Authorities were able to recover about two-thirds of the airplane from the lake, including the main cabin door and most of the tail section.
A flight data recorder recovered from the crash scene captured the final moments of communication between the plane’s pilot—believed to be Lara—and the control tower before the plane crashed into the water.
A cockpit recording revealed an alarm had been going off before the crash, suggesting a possible mechanical failure in the aircraft, according to local news station WTVF.
Although both Lara and Brandon Hannah were pilots, it is believed that Lara—who held commercial pilot certificates for airplanes and helicopters—had been piloting the plane that day, according to the Tennessean.
Lara’s most recent FAA medical certificate to fly had been issued on Nov. 12, 2019, according to the local paper.
In a statement released by the church shortly after the deaths, Shamblin’s children Michael Shamblin and Elizabeth Hannah planned to “continue the dream” started by their mother.

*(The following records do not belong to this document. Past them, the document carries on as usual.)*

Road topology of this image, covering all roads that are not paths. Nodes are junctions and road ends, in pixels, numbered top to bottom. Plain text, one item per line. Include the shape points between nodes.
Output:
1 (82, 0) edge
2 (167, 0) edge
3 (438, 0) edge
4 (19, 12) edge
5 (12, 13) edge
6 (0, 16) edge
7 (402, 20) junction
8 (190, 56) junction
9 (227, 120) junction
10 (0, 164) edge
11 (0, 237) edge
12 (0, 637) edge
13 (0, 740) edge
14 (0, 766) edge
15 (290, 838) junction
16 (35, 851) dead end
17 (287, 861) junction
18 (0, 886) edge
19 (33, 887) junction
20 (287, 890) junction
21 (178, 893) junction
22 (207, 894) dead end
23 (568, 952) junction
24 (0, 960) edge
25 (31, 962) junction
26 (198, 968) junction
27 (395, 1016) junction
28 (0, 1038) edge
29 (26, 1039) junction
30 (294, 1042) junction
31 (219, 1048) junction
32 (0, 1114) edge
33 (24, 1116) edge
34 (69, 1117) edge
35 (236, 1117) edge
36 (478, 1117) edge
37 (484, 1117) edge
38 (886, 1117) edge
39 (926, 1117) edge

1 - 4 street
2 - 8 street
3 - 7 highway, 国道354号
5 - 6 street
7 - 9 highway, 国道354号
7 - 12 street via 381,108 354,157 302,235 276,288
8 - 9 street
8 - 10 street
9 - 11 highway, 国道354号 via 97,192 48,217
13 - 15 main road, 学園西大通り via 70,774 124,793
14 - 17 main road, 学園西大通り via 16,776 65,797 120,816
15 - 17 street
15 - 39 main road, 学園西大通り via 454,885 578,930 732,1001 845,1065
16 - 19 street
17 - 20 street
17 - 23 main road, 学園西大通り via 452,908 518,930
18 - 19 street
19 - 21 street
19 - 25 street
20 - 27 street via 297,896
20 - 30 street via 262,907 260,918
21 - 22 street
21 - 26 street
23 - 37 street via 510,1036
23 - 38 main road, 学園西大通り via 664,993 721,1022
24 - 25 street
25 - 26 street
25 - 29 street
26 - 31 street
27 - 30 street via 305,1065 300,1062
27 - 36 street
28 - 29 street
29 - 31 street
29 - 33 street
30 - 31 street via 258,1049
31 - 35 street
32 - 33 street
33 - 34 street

Elizabeth Hannah seemingly assumed the reign’s of her mother’s church in the final moments of the third episode of the docuseries, as she addressed the congregation in a black dress.
“I know what I’m called to do and I always told my mother, ‘If something happens to you, you know I’ll do it. You know I’ll do it for God. It’s not what I want to do, but you know I’ll do it,’” she said.
She went on to say that congregation was on “the verge of walking into the promise land” as she took over the church’s leadership.
“Let’s not blow it,” she said. “Let’s do what’s right. Let’s go all the way into the promised land together.”
The final two parts of the docuseries are expected to be released next year and will deal with the aftermath of Shamblin’s death.